Task data: Begin

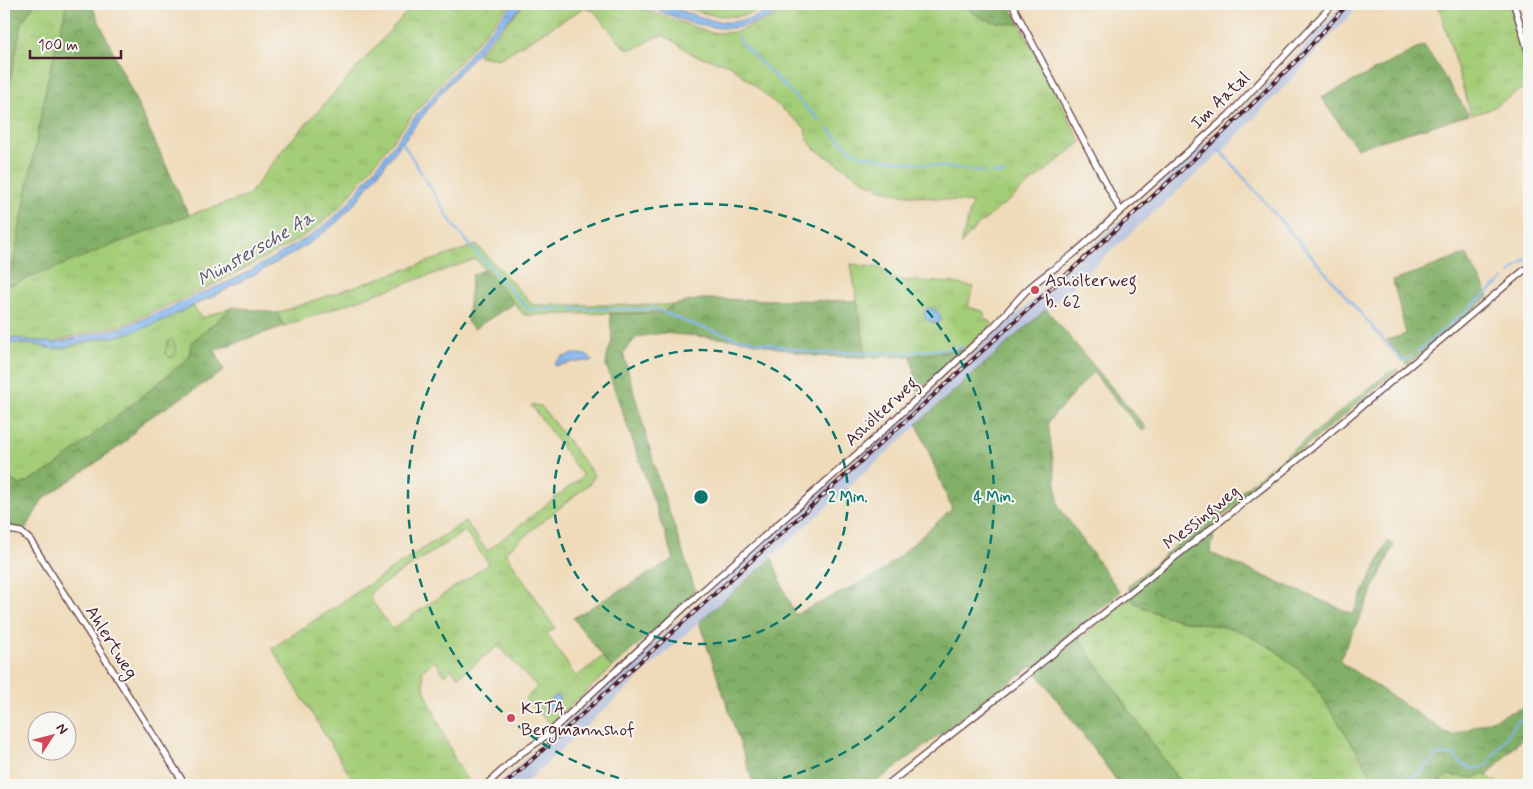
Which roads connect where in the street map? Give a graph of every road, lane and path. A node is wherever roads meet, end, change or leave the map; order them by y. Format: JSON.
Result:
{"nodes":[{"id":1,"x":1012,"y":4,"type":"edge"},
{"id":2,"x":1333,"y":4,"type":"edge"},
{"id":3,"x":1514,"y":4,"type":"edge"},
{"id":4,"x":1529,"y":54,"type":"edge"},
{"id":5,"x":1120,"y":210,"type":"junction"},
{"id":6,"x":1529,"y":266,"type":"edge"},
{"id":7,"x":4,"y":529,"type":"edge"},
{"id":8,"x":185,"y":785,"type":"edge"},
{"id":9,"x":486,"y":785,"type":"edge"},
{"id":10,"x":887,"y":785,"type":"edge"}],
"edges":[{"from":1,"to":5,"type":"street"},
{"from":2,"to":5,"type":"street","name":"Im Aatal"},
{"from":3,"to":4,"type":"street"},
{"from":5,"to":9,"type":"street","name":"Ashölterweg"},
{"from":6,"to":10,"type":"street","name":"Messingweg"},
{"from":7,"to":8,"type":"street","name":"Ahlertweg"}]}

Task data: End

_Task directions_: Pictures in the listing above must be skipped; everything else should be copied exactly.

_Worked solution_:
Which roads connect where in the street map? Give a graph of every road, lane and path. A node is wherever roads meet, end, change or leave the map; order them by y. Format: JSON.
Result:
{"nodes":[{"id":1,"x":1012,"y":4,"type":"edge"},
{"id":2,"x":1333,"y":4,"type":"edge"},
{"id":3,"x":1514,"y":4,"type":"edge"},
{"id":4,"x":1529,"y":54,"type":"edge"},
{"id":5,"x":1120,"y":210,"type":"junction"},
{"id":6,"x":1529,"y":266,"type":"edge"},
{"id":7,"x":4,"y":529,"type":"edge"},
{"id":8,"x":185,"y":785,"type":"edge"},
{"id":9,"x":486,"y":785,"type":"edge"},
{"id":10,"x":887,"y":785,"type":"edge"}],
"edges":[{"from":1,"to":5,"type":"street"},
{"from":2,"to":5,"type":"street","name":"Im Aatal"},
{"from":3,"to":4,"type":"street"},
{"from":5,"to":9,"type":"street","name":"Ashölterweg"},
{"from":6,"to":10,"type":"street","name":"Messingweg"},
{"from":7,"to":8,"type":"street","name":"Ahlertweg"}]}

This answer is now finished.